The Director-General of the National Communications Authority (NCA), Edmund Yirenkyi Fianko, delivered the warning while addressing stakeholders, describing quality of service and coverage as the sector’s most pressing challenge. He pointed to dropped calls, slow data speeds and patchy coverage beyond major urban centres as the complaints most frequently lodged with the regulator.
“The service Ghanaians pay for must be the service they receive,” Fianko stated, signalling a markedly more assertive regulatory posture from the Authority.
Fianko acknowledged that Ghana has achieved between 95% and 99% network coverage nationally but stressed that coverage figures alone do not reflect the reality experienced by users. In peri-urban and rural communities especially, he said, accessibility has not translated into reliable or usable service.

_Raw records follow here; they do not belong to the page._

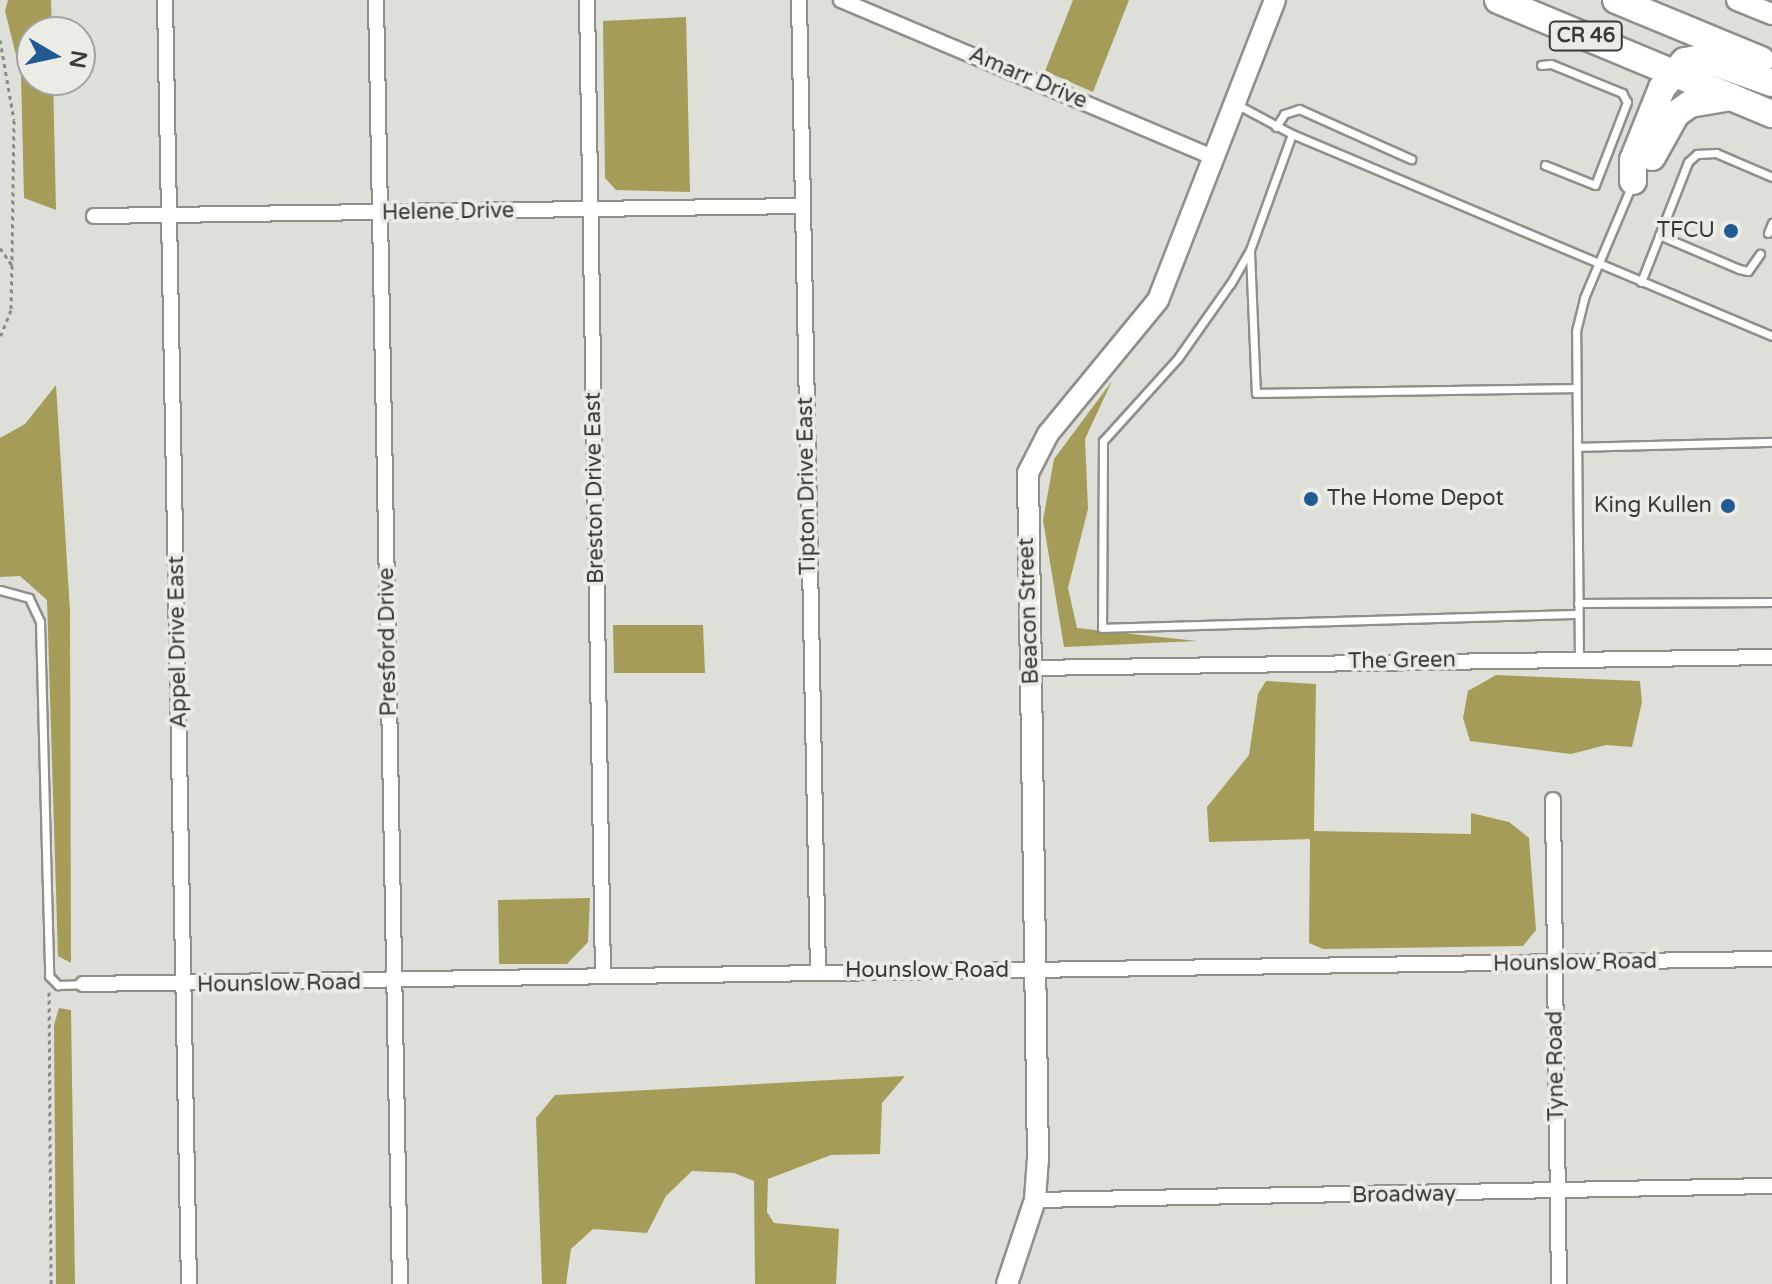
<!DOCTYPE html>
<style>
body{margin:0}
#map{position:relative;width:1772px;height:1284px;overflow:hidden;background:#dfdfd9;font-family:"Varela Round",sans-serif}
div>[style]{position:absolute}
.forest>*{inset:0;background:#a59c59}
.path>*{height:3px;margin-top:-1.5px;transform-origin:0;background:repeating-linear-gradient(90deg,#8a8a86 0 4px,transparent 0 8px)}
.roads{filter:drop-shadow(2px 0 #908f8a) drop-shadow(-2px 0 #908f8a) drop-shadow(0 2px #908f8a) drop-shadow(0 -2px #908f8a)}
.lane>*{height:7px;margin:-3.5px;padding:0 3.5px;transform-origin:3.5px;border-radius:3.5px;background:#fff}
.street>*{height:14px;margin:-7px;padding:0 7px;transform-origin:7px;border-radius:7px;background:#fff}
.secondary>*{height:20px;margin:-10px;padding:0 10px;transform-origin:10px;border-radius:10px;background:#fff}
.highway>*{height:26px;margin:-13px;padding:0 13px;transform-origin:13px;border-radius:13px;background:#fff}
.dots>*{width:22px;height:22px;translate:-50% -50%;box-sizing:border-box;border:4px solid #ecece6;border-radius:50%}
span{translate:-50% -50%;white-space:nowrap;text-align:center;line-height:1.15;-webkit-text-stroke:8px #ecece6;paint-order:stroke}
.shield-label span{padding:2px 6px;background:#ecece6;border:2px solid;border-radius:6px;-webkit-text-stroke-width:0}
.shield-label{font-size:20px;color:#3a3937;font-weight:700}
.street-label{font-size:22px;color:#3a3937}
.poi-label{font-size:22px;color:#3a3937}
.right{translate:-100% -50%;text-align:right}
.left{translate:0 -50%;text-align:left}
.north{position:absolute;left:16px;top:16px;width:80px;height:80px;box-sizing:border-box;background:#ecece6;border:2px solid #a5a4a0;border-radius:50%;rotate:99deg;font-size:22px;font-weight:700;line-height:32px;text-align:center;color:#3a3937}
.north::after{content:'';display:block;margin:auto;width:28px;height:36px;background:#225a92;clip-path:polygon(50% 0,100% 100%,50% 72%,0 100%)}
</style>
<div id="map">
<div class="forest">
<i style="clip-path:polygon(8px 0,51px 0,52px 32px,32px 32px,32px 80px,53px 80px,56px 210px,24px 198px,21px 75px,5px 11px)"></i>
<i style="clip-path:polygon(1073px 0,1129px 0,1093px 92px,1045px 71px)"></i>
<i style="clip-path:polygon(686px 17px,690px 192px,616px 190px,605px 178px,603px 21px)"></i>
<i style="clip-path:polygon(1112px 381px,1085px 439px,1088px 509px,1068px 588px,1077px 628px,1197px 641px,1064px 647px,1043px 520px,1054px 459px)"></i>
<i style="clip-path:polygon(56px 385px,70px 611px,71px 963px,58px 956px,47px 600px,20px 576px,0 577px,0 438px,25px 424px)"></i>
<i style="clip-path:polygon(613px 625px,703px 625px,705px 673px,614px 673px)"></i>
<i style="clip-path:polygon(1496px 675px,1640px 681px,1642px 702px,1632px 747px,1606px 745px,1571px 754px,1470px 741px,1463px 718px,1468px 691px)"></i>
<i style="clip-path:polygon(1266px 681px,1316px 684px,1314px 831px,1471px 834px,1471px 813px,1509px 822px,1529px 838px,1536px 930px,1523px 946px,1323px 949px,1309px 943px,1310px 839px,1209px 842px,1207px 807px,1249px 755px,1258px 694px)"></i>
<i style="clip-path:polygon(590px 898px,588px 942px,567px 964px,499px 964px,498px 900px)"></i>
<i style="clip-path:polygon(59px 1008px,71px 1010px,75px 1284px,56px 1284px,54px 1025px)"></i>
<i style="clip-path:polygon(905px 1076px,882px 1103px,880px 1154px,831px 1155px,768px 1179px,767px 1212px,774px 1223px,839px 1229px,836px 1284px,755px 1284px,754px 1181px,734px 1173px,692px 1171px,666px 1196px,647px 1233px,593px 1229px,571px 1249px,566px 1284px,542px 1284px,536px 1118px,555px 1095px)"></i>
</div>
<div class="path">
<i style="left:0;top:40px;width:81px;rotate:80.1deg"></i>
<i style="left:14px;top:120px;width:145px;rotate:90.8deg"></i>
<i style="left:0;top:248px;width:21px;rotate:55deg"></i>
<i style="left:12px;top:265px;width:45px;rotate:91.3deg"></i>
<i style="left:11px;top:310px;width:29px;rotate:112deg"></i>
<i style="left:49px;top:992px;width:292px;rotate:89.6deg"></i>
</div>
<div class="roads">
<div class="lane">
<i style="left:1541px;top:65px;width:10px;rotate:-6deg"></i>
<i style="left:1551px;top:64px;width:77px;rotate:22.2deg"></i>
<i style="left:1622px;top:93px;width:10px;rotate:61deg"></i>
<i style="left:1627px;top:102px;width:89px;rotate:111.1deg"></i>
<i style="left:1595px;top:185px;width:54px;rotate:-158.2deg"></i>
<i style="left:1238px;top:105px;width:61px;rotate:28.2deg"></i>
<i style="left:1292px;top:134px;width:521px;rotate:22.82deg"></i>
<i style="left:1276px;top:127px;width:15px;rotate:-58deg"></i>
<i style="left:1284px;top:114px;width:16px;rotate:-18deg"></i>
<i style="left:1299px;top:109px;width:123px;rotate:24.1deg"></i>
<i style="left:1292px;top:134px;width:123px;rotate:109.9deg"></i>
<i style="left:1250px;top:250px;width:39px;rotate:120deg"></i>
<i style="left:1230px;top:284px;width:90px;rotate:125.1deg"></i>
<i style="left:1178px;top:358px;width:112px;rotate:132.1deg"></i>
<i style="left:1103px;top:441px;width:187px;rotate:90.3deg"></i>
<i style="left:1102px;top:628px;width:476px;rotate:-1.7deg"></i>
<i style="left:1768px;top:233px;width:11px;rotate:-68deg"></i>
<i style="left:1659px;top:235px;width:87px;rotate:23deg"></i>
<i style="left:1739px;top:269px;width:9px;rotate:13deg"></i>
<i style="left:1748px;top:271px;width:21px;rotate:-55deg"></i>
<i style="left:1250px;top:252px;width:141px;rotate:87.6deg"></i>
<i style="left:1256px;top:393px;width:320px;rotate:-0.9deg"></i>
<i style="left:1641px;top:282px;width:129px;rotate:-68.6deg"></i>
<i style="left:1688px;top:162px;width:12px;rotate:-42deg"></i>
<i style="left:1697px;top:154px;width:19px;rotate:-3deg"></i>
<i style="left:1716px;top:153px;width:61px;rotate:23.2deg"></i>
<i style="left:1577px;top:447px;width:195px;rotate:-1.5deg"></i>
<i style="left:0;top:590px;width:30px;rotate:15deg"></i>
<i style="left:29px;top:598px;width:26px;rotate:65deg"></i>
<i style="left:40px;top:622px;width:354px;rotate:88.5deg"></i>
<i style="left:49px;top:976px;width:13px;rotate:45deg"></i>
<i style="left:58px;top:985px;width:25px;rotate:-2deg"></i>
<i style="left:1578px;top:603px;width:194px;rotate:-0.3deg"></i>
<i style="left:1579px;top:658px;width:327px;rotate:-90.5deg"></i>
<i style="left:1576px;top:331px;width:34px;rotate:-76deg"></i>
<i style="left:1584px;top:298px;width:121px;rotate:-67.1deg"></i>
</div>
<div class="street">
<i style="left:165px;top:0;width:1284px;rotate:88.93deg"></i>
<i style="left:376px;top:0;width:1284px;rotate:88.93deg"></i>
<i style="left:587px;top:0;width:976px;rotate:89.06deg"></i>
<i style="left:799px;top:0;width:972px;rotate:88.88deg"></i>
<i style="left:841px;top:0;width:406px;rotate:22.9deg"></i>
<i style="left:94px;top:216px;width:708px;rotate:-0.81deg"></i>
<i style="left:1032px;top:668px;width:740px;rotate:-0.85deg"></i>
<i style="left:1553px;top:800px;width:484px;rotate:89.3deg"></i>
<i style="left:83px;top:984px;width:1689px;rotate:-0.85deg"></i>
<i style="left:1035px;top:1200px;width:737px;rotate:-1.09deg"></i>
</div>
<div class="secondary">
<i style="left:1737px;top:0;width:38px;rotate:22deg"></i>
<i style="left:1007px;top:1284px;width:89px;rotate:-71.6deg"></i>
<i style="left:1035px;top:1200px;width:39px;rotate:-86deg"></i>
<i style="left:1038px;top:1161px;width:688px;rotate:-90.83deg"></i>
<i style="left:1028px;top:473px;width:44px;rotate:-62.9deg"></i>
<i style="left:1048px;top:434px;width:173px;rotate:-50.6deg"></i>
<i style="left:1158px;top:300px;width:322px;rotate:-68.7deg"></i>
</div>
<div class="highway">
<i style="left:1498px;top:0;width:297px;rotate:22.6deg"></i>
<i style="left:1616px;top:0;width:157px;rotate:22.5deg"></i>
<i style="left:1652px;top:157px;width:49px;rotate:-60.8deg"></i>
<i style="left:1676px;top:114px;width:17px;rotate:-36deg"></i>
<i style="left:1690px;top:104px;width:42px;rotate:-9.7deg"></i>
<i style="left:1633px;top:181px;width:21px;rotate:-90deg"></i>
<i style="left:1633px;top:160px;width:78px;rotate:-68.1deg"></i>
<i style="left:1662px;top:88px;width:35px;rotate:-50deg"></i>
<i style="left:1685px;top:61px;width:17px;rotate:-10deg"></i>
<i style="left:1702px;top:58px;width:74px;rotate:19.7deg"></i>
</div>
</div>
<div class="dots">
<i style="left:1731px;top:231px;background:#225a92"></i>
<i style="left:1311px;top:499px;background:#225a92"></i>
<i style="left:1728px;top:506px;background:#225a92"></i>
</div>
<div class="shield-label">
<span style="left:1586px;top:36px">CR 46</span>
</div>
<div class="street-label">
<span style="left:1028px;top:78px;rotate:23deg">Amarr Drive</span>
<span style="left:448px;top:212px;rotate:-1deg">Helene Drive</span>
<span style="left:807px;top:486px;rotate:-91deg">Tipton Drive East</span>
<span style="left:595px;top:488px;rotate:-91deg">Breston Drive East</span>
<span style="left:1029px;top:611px;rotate:-92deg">Beacon Street</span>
<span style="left:178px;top:642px;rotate:-91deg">Appel Drive East</span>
<span style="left:388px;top:642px;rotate:-91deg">Presford Drive</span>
<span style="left:1402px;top:661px;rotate:-1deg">The Green</span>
<span style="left:1575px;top:963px;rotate:-1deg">Hounslow Road</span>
<span style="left:927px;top:971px">Hounslow Road</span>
<span style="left:279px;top:984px;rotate:-1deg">Hounslow Road</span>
<span style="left:1556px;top:1066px;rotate:-91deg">Tyne Road</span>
<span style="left:1404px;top:1195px;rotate:-1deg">Broadway</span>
</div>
<div class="poi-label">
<span class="right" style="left:1715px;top:231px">TFCU</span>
<span class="left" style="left:1327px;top:499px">The Home Depot</span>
<span class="right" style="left:1712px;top:506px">King Kullen</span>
</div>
<div class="north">N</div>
</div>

To address this, the NCA has tightened its quality of service benchmarks and will shortly publish performance data enabling consumers to compare how each operator is meeting its obligations. The Authority is also preparing a nationwide consumer education campaign to help users understand service standards and exercise accountability.
Mobile network operators (MNOs), Fianko revealed, have already submitted detailed improvement plans identifying root causes of declining service quality. These submissions outline proposed solutions including investments in capacity expansion, new site deployment, transmission upgrades, power reliability improvements and the rollout of advanced technologies. The NCA has reviewed the plans and considers them credible, but the focus now shifts firmly to implementation.
“We will hold them to their plans,” he affirmed.
Fianko underscored that as Ghana’s digital economy expands, improving service quality has moved beyond an aspiration to an operational necessity for sustaining trust, enabling innovation and delivering inclusive connectivity to every Ghanaian.